Work instructions -> If a line in the records below contains the word "MCKENZIE", copy it out.

(Stored data)
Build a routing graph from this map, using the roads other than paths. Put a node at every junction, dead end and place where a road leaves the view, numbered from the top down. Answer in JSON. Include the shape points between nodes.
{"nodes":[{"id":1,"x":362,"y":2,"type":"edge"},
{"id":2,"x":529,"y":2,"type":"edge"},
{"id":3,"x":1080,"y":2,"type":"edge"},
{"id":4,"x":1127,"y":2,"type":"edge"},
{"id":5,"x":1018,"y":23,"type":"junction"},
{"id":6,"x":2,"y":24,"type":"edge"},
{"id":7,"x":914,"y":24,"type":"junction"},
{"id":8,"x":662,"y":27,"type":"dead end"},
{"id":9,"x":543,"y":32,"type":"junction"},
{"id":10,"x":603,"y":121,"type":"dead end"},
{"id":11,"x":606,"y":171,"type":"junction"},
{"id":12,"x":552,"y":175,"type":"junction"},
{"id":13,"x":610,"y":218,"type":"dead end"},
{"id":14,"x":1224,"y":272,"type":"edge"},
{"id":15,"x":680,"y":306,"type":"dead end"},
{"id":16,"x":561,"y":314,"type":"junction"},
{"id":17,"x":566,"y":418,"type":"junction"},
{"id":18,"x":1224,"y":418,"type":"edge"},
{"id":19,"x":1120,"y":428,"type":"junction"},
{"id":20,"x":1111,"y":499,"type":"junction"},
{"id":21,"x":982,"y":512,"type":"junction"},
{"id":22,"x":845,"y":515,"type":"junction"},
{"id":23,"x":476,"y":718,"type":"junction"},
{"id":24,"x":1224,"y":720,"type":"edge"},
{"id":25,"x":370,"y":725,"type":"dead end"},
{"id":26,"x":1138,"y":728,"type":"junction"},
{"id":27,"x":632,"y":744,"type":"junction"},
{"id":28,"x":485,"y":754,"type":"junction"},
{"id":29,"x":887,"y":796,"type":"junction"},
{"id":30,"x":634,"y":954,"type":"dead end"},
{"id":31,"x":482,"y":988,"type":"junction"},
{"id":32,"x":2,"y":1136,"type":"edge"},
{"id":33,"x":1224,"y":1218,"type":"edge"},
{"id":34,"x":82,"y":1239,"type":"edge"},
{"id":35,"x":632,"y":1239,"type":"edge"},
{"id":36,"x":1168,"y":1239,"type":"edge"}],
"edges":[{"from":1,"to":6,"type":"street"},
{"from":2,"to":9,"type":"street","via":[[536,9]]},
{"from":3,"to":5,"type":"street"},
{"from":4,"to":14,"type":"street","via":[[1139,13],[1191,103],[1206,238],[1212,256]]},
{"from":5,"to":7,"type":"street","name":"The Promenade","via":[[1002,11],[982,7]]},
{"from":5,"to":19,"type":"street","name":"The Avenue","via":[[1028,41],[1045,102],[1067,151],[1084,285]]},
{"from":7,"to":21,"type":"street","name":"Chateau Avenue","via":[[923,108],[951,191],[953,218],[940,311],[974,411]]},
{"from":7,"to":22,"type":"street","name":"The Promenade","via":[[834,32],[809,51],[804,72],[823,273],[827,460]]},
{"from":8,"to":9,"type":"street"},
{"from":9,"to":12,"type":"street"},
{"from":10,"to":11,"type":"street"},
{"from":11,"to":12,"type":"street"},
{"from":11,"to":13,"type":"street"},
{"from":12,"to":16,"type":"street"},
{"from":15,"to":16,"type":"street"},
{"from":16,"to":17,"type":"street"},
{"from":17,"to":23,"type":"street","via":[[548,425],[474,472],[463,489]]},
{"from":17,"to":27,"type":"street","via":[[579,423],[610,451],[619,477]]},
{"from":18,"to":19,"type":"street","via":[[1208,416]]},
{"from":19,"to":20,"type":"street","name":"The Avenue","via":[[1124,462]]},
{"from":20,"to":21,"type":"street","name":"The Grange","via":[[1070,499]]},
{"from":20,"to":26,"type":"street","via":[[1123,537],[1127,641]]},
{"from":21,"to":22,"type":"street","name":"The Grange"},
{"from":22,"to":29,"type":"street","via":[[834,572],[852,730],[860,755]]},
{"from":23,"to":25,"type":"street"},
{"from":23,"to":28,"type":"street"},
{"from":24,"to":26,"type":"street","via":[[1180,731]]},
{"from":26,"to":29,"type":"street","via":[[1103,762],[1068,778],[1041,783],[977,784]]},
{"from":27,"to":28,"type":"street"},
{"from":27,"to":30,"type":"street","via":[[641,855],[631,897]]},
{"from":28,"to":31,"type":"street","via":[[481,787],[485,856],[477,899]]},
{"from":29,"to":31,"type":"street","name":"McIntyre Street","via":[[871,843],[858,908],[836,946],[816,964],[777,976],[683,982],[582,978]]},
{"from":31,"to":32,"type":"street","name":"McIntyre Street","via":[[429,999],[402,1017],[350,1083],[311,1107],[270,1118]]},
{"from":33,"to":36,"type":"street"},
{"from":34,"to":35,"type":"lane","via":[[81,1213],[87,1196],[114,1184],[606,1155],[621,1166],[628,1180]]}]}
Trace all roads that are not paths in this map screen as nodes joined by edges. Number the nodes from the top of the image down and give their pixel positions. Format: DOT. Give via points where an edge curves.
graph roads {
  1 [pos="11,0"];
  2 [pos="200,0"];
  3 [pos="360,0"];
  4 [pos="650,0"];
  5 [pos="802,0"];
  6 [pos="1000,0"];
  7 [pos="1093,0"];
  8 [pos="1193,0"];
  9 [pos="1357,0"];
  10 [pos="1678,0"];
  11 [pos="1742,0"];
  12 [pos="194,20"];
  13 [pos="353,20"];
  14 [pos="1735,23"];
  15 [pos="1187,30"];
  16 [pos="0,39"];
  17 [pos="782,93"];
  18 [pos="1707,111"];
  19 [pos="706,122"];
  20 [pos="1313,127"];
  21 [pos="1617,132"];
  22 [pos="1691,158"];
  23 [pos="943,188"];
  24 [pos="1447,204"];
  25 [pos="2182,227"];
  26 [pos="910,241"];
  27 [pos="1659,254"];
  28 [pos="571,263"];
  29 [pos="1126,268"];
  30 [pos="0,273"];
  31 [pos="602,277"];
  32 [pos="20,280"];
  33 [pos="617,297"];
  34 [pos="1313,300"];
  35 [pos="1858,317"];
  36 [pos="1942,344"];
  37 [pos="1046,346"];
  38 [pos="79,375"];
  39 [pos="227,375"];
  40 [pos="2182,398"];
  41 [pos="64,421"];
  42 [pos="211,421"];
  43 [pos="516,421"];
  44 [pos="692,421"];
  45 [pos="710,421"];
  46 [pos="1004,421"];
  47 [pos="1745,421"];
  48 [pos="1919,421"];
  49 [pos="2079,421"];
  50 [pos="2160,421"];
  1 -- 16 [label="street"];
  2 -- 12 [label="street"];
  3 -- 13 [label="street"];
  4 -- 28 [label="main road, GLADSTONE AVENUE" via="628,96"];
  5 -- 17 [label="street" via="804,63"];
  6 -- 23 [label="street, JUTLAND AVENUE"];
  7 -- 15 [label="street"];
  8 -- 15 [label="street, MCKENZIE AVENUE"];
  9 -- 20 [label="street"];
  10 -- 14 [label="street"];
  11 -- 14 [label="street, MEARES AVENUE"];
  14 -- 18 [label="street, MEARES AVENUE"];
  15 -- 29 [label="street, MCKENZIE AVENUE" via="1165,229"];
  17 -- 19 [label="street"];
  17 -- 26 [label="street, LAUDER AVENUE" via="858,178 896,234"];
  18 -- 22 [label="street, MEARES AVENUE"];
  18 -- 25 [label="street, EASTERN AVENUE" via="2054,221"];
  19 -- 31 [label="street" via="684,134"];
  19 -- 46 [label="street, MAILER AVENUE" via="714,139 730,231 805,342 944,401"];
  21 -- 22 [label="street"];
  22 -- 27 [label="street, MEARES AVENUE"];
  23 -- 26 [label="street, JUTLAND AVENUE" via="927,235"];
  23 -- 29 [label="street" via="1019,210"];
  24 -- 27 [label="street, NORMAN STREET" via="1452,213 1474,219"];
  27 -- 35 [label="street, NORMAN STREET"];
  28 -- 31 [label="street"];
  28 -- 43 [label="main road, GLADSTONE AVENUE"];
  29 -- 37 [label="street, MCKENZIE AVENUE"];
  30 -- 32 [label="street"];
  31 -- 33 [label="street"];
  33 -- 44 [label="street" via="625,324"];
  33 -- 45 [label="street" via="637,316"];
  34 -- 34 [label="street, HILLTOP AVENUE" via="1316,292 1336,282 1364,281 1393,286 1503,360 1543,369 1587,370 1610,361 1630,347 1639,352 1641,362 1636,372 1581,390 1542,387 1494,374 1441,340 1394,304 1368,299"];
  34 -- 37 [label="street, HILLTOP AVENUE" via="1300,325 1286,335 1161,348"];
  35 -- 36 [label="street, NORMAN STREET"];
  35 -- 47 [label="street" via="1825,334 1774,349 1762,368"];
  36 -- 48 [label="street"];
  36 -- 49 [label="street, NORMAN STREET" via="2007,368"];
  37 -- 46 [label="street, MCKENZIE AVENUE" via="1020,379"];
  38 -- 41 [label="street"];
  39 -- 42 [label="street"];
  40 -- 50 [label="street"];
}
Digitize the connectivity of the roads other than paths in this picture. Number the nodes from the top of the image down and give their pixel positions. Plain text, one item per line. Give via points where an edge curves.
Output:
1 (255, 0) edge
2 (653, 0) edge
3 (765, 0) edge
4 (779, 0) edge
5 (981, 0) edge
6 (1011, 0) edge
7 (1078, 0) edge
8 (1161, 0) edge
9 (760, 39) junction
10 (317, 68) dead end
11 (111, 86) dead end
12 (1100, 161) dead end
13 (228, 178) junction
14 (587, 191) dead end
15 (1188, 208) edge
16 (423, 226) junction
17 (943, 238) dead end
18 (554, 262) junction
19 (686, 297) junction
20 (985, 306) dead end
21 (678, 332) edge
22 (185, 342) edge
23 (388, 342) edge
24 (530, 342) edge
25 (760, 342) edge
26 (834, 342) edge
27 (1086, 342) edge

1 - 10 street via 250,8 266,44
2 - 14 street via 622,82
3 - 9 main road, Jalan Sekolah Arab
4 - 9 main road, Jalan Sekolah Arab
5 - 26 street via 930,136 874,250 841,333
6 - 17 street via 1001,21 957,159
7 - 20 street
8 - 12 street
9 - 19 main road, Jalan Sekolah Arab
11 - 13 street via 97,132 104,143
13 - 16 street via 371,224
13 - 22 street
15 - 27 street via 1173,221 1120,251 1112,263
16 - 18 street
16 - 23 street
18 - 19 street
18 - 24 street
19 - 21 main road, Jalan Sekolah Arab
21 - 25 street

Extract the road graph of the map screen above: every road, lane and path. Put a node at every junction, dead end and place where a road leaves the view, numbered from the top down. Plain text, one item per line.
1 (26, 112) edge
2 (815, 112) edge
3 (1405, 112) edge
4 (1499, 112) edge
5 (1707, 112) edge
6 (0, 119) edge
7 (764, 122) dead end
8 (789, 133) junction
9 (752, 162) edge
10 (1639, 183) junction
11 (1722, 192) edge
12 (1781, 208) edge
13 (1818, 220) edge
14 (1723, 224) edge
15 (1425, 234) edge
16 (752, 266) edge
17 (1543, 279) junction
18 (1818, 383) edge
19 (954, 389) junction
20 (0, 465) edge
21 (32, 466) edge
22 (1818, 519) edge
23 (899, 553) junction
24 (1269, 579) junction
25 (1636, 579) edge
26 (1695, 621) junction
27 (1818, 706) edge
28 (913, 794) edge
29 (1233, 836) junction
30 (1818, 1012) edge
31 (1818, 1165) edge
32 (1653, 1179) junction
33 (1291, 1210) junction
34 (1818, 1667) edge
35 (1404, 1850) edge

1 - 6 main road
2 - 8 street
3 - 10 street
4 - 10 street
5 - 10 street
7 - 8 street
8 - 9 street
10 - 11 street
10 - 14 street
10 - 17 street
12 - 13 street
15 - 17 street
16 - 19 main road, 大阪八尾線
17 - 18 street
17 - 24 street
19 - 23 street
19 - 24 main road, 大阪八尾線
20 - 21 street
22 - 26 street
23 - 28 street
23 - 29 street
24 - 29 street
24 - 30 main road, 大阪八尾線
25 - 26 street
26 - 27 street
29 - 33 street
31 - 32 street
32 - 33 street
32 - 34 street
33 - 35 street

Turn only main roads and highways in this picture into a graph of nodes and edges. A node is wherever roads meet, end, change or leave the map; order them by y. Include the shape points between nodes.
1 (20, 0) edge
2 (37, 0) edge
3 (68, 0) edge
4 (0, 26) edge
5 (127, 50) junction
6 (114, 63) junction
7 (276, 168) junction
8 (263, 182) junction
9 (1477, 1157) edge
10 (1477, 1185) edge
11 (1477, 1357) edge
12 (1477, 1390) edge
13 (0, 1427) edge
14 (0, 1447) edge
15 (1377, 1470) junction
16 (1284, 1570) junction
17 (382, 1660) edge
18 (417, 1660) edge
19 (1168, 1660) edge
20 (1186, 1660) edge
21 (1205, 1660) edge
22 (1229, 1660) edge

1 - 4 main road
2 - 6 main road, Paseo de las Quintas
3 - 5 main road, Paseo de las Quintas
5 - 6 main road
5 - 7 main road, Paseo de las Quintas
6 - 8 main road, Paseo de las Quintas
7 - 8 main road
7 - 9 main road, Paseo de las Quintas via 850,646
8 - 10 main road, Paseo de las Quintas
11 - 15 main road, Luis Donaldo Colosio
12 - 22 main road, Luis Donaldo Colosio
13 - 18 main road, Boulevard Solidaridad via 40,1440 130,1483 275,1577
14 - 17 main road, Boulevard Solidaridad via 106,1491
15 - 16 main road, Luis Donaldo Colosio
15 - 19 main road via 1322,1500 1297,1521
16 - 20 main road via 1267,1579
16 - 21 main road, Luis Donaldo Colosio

Your response ->
  8 -- 15 [label="street, MCKENZIE AVENUE"];
  15 -- 29 [label="street, MCKENZIE AVENUE" via="1165,229"];
  29 -- 37 [label="street, MCKENZIE AVENUE"];
  37 -- 46 [label="street, MCKENZIE AVENUE" via="1020,379"];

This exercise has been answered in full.